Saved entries
Content starts
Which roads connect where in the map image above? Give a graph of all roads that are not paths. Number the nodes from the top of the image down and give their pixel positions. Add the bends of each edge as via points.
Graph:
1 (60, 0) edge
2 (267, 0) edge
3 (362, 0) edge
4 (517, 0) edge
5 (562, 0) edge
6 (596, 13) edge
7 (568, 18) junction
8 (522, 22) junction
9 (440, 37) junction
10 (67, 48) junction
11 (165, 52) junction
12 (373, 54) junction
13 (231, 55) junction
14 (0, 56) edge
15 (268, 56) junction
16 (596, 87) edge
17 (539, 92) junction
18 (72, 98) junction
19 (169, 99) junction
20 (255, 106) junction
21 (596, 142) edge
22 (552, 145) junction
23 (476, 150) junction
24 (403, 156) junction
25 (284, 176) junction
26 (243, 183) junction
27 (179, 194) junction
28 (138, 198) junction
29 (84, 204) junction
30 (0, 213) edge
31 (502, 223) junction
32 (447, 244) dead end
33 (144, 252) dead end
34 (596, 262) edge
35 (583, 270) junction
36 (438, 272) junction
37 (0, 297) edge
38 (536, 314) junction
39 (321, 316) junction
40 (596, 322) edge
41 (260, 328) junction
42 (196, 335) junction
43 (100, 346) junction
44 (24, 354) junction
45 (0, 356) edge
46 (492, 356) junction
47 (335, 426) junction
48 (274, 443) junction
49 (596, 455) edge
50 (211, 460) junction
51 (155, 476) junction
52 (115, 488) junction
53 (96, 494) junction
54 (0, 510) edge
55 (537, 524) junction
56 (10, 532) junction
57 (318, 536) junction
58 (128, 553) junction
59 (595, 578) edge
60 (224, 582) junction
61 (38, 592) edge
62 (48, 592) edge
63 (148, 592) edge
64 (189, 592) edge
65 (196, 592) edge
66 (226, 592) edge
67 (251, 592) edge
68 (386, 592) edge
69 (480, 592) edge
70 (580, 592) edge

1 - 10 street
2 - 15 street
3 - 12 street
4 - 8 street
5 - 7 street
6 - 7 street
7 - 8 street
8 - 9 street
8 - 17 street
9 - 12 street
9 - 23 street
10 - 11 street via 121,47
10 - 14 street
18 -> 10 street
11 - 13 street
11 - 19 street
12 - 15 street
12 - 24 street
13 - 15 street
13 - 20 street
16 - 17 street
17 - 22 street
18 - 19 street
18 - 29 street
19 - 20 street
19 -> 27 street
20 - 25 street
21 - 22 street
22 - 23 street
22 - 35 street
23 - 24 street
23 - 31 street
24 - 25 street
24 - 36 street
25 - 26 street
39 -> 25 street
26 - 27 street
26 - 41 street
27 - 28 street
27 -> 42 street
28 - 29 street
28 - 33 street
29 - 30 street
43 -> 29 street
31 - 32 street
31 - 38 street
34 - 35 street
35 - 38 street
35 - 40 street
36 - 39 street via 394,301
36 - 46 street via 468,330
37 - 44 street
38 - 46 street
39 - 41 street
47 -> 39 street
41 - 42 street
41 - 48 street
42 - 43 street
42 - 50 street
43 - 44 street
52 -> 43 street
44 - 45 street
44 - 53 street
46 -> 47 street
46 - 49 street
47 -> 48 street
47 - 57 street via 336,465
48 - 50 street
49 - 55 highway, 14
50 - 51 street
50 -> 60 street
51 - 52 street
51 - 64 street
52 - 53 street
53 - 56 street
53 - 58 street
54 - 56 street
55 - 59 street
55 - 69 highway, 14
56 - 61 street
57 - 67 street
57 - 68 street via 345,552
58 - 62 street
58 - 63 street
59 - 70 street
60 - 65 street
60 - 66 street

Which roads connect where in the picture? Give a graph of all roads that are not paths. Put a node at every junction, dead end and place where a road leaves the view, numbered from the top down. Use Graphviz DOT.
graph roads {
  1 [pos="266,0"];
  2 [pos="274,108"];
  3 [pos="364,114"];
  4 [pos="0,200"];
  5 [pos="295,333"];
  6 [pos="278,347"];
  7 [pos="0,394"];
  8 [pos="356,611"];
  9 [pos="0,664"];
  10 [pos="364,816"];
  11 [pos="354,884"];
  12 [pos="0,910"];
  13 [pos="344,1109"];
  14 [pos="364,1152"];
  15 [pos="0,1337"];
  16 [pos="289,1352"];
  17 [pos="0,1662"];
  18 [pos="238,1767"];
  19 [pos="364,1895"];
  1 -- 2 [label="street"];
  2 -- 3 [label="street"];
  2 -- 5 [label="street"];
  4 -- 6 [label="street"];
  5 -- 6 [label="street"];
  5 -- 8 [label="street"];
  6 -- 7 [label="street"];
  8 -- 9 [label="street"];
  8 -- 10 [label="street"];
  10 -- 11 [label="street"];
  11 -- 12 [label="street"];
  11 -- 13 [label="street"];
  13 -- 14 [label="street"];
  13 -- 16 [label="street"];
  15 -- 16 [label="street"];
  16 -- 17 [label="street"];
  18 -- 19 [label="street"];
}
Content ends
* What to work on
Please go through the data above and copy each line that has the word "Give".

* Output below
Which roads connect where in the map image above? Give a graph of all roads that are not paths. Number the nodes from the top of the image down and give their pixel positions. Add the bends of each edge as via points.
Which roads connect where in the picture? Give a graph of all roads that are not paths. Put a node at every junction, dead end and place where a road leaves the view, numbered from the top down. Use Graphviz DOT.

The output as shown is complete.